***** DATA SECTION

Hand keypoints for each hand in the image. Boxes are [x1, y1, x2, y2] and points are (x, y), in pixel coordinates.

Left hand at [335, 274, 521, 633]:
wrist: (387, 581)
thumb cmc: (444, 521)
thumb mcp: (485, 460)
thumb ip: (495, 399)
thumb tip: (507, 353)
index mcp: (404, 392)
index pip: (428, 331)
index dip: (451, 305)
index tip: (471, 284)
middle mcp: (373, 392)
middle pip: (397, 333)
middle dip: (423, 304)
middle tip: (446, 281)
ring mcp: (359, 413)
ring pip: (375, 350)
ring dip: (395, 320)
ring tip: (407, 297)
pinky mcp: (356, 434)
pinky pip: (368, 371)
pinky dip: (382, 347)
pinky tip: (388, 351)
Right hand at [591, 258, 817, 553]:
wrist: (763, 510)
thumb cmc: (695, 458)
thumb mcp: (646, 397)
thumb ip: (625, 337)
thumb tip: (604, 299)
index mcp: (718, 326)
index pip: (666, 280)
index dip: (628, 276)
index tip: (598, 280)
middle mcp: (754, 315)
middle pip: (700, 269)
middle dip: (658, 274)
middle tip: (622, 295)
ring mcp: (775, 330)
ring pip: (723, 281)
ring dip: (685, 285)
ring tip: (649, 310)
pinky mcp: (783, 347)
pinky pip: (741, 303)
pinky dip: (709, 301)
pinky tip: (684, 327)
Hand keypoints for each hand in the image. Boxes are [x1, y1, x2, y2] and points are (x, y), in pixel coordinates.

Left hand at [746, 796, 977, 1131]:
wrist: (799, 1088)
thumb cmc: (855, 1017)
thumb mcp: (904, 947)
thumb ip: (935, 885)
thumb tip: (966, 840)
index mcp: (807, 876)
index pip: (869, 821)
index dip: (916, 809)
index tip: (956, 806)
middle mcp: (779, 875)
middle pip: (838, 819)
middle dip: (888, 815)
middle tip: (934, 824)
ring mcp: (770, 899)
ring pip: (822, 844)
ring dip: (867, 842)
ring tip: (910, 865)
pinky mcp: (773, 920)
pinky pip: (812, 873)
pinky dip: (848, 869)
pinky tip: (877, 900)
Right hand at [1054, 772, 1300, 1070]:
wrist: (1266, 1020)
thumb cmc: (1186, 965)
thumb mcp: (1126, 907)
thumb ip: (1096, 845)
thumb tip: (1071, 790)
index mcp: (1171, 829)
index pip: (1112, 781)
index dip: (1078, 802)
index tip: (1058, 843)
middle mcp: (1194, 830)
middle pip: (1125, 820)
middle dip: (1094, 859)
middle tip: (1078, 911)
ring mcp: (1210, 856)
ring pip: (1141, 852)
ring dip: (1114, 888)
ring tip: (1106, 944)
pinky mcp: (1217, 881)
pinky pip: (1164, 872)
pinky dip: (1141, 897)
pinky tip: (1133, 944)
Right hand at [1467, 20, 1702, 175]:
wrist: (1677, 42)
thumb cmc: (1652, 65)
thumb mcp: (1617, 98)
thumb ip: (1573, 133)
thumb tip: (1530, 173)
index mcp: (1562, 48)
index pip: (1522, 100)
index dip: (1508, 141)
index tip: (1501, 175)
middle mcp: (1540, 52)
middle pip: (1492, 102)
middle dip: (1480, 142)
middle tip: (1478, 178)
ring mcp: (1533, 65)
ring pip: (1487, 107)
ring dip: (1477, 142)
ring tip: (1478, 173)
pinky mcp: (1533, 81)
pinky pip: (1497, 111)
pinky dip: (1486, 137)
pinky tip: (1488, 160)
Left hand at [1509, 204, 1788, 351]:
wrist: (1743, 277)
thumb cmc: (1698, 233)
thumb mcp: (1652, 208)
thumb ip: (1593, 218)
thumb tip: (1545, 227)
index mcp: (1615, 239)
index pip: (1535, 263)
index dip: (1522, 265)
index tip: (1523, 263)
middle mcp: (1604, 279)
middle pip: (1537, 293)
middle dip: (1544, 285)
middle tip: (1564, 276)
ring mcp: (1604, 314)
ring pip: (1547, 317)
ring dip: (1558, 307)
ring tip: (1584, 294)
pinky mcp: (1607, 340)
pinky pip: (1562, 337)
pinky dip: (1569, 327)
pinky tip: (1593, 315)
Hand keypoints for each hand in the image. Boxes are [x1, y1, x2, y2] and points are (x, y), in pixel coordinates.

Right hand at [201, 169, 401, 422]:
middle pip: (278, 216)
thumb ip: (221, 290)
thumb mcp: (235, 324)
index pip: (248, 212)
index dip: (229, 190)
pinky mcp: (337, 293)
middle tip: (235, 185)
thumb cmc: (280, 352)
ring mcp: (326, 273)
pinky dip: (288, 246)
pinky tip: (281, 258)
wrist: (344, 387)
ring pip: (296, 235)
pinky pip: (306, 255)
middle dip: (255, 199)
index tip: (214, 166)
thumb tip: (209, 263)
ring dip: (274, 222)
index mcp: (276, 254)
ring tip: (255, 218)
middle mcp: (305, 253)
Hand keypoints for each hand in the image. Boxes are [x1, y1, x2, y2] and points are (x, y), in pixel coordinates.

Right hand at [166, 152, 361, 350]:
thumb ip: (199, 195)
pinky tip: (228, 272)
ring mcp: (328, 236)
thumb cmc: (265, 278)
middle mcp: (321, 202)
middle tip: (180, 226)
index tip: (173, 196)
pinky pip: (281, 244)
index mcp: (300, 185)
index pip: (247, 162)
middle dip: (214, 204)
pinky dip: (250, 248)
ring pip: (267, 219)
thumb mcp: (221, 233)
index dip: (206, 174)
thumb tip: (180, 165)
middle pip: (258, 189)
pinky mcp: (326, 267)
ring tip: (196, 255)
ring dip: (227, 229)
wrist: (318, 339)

**********

[REQUIREMENT]:
Say how many lines of the entries above hold the string "Right", and say nothing besides the number.

[SOLUTION BELOW]:
5